Trust God with our Grief
God is a just God. He is faithful to punish those who sin against Him. He sees the people that hurt us. He sees the wrongs committed against us. He knows, and He will judge every man according to each mans works. (Romans 2:6, 1 Peter 1:17, 1 Corinthians 3:8). God knows when we have been mistreated, He knows when we are down and hurting. It is human nature to want to lash out, to become the judge and seek justice for our hurts. While again, there is a time to work through things, God is the ultimate judge. His word shows us that He is in control. I can imagine Him saying something like this: My sweet child, I am in control. I see you, I feel your pain…Jesus came and felt it and He intercedes for you. I am working all things out for good. Evil will not go unpunished. When you fight and claw to seek justice in your own way, you wear yourself out. Come to me, trust me with your pain and grief, you will find rest when you trust me over your own thinking. I promise, I will judge righteously. You don’t need to take this burden on yourself.
When we trust God with our grief we can trust His process and find freedom from the shackles satan wants to place on us. Does that mean our situation will get easy? No. But it does mean we will find strength from God who is constantly fighting for us. See how Jeremiah puts it in verses 49-59:
“Mine eye trickleth down, and ceaseth not, without any intermission. Till the Lord look down, and behold from heaven. Mine eye affecteth mine heart because of all the daughters of my city. Mine enemies chased me sore, like a bird, without cause. They have cut off my life in the dungeon, and cast a stone upon me. Waters flowed over mine head; then I said, I am cut off. I called upon thy name, O Lord, out of the low dungeon. Thou hast heard my voice: hide not thine ear at my breathing, at my cry.5Thou drewest near in the day that I called upon thee: thou saidst, Fear not. O Lord, thou hast pleaded the causes of my soul; thou hast redeemed my life. O Lord, thou hast seen my wrong: judge thou my cause.”
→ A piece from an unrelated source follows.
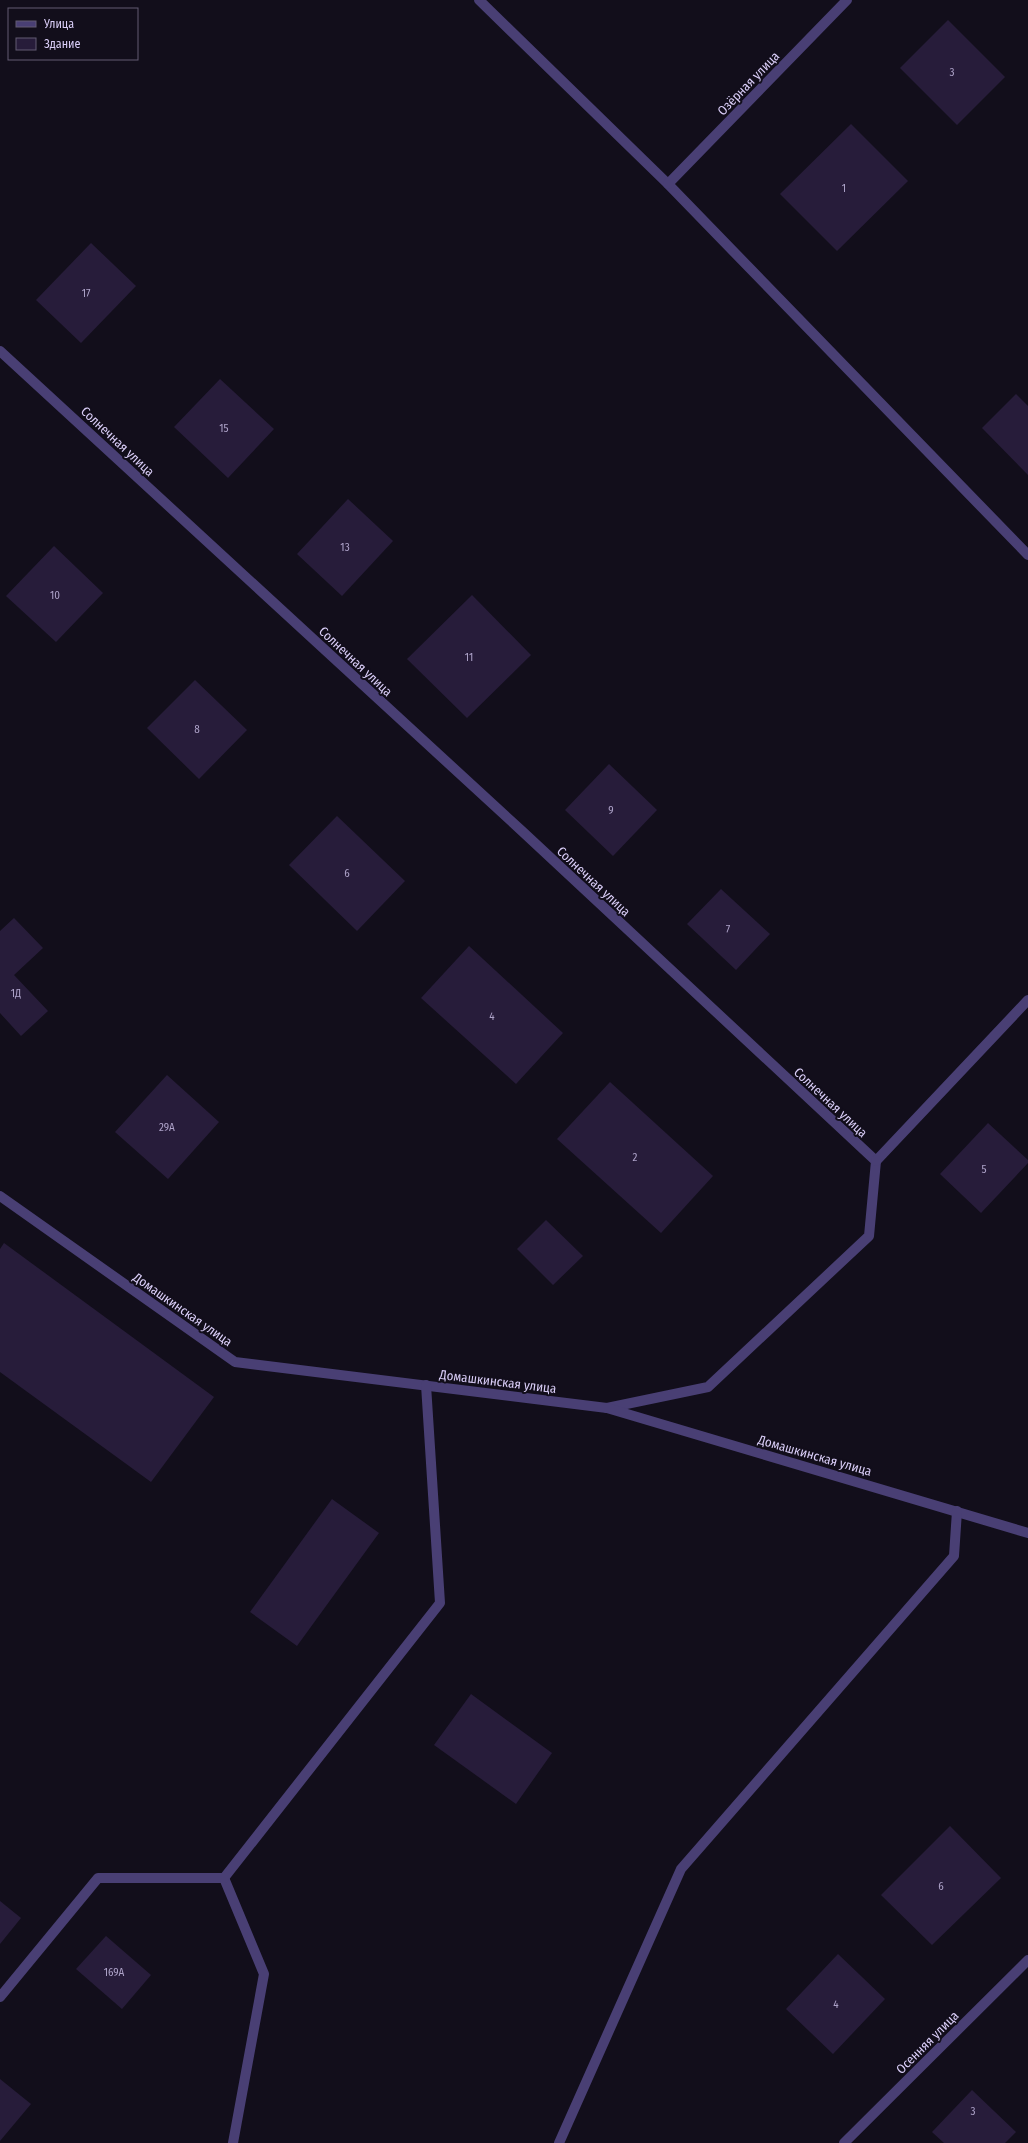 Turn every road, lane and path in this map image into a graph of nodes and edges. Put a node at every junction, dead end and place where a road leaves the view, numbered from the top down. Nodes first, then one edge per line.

It is not easy to write these truths, and it is extremely hard to live them. I personally want to run from them. I want to pull the gems from the Bible and pray they will fix all my problems. I don’t want to push into hard things to take hold of God’s promises in the fullest way possible. But just like Jeremiah, I have found God’s faithfulness show up over and over in the middle of a hard paradox.
The gems in the Bible are incredible, they are true, the are POWERFUL. But, more often than not, they are surrounded by incredibly hard truths that God asks us to live out by His Spirit. Things that don’t make sense, but when we surrender completely to God, and run toward them instead of away from them, through the pain, the tears, and the heart break somehow we find hope. I personally have found hope and God in a much fuller way, when I do the things that go against my human nature.